━━ Data section ━━
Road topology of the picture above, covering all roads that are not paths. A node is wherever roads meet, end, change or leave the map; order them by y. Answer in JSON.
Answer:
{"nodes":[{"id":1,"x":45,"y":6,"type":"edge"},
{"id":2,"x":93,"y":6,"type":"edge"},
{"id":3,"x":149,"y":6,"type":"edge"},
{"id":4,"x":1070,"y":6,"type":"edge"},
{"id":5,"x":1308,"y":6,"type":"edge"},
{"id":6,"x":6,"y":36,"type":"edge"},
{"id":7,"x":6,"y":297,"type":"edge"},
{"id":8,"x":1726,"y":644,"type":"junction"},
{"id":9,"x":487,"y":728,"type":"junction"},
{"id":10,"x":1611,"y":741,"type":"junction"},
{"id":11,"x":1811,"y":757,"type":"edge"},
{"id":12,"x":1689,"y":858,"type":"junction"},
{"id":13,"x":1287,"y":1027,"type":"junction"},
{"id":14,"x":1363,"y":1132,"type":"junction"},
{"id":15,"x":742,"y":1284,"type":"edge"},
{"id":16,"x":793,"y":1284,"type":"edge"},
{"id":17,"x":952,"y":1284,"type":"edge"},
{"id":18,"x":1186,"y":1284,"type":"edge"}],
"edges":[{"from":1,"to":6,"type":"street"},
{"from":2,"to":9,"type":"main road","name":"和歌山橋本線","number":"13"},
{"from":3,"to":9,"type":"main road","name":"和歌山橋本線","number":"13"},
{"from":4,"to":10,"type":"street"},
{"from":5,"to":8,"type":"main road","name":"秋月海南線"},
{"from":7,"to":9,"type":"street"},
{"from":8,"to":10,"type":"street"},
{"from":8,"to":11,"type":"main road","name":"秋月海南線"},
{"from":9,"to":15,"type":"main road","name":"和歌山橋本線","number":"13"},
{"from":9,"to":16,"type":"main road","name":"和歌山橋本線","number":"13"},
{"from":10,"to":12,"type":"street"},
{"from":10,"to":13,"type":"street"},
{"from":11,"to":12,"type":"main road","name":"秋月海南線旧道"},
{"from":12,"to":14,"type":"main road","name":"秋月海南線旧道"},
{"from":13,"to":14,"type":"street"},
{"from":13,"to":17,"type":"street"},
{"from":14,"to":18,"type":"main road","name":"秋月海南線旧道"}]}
━━━
# What to do
Down to the last line, return the data above exactly.

# Written solution
Road topology of the picture above, covering all roads that are not paths. A node is wherever roads meet, end, change or leave the map; order them by y. Answer in JSON.
Answer:
{"nodes":[{"id":1,"x":45,"y":6,"type":"edge"},
{"id":2,"x":93,"y":6,"type":"edge"},
{"id":3,"x":149,"y":6,"type":"edge"},
{"id":4,"x":1070,"y":6,"type":"edge"},
{"id":5,"x":1308,"y":6,"type":"edge"},
{"id":6,"x":6,"y":36,"type":"edge"},
{"id":7,"x":6,"y":297,"type":"edge"},
{"id":8,"x":1726,"y":644,"type":"junction"},
{"id":9,"x":487,"y":728,"type":"junction"},
{"id":10,"x":1611,"y":741,"type":"junction"},
{"id":11,"x":1811,"y":757,"type":"edge"},
{"id":12,"x":1689,"y":858,"type":"junction"},
{"id":13,"x":1287,"y":1027,"type":"junction"},
{"id":14,"x":1363,"y":1132,"type":"junction"},
{"id":15,"x":742,"y":1284,"type":"edge"},
{"id":16,"x":793,"y":1284,"type":"edge"},
{"id":17,"x":952,"y":1284,"type":"edge"},
{"id":18,"x":1186,"y":1284,"type":"edge"}],
"edges":[{"from":1,"to":6,"type":"street"},
{"from":2,"to":9,"type":"main road","name":"和歌山橋本線","number":"13"},
{"from":3,"to":9,"type":"main road","name":"和歌山橋本線","number":"13"},
{"from":4,"to":10,"type":"street"},
{"from":5,"to":8,"type":"main road","name":"秋月海南線"},
{"from":7,"to":9,"type":"street"},
{"from":8,"to":10,"type":"street"},
{"from":8,"to":11,"type":"main road","name":"秋月海南線"},
{"from":9,"to":15,"type":"main road","name":"和歌山橋本線","number":"13"},
{"from":9,"to":16,"type":"main road","name":"和歌山橋本線","number":"13"},
{"from":10,"to":12,"type":"street"},
{"from":10,"to":13,"type":"street"},
{"from":11,"to":12,"type":"main road","name":"秋月海南線旧道"},
{"from":12,"to":14,"type":"main road","name":"秋月海南線旧道"},
{"from":13,"to":14,"type":"street"},
{"from":13,"to":17,"type":"street"},
{"from":14,"to":18,"type":"main road","name":"秋月海南線旧道"}]}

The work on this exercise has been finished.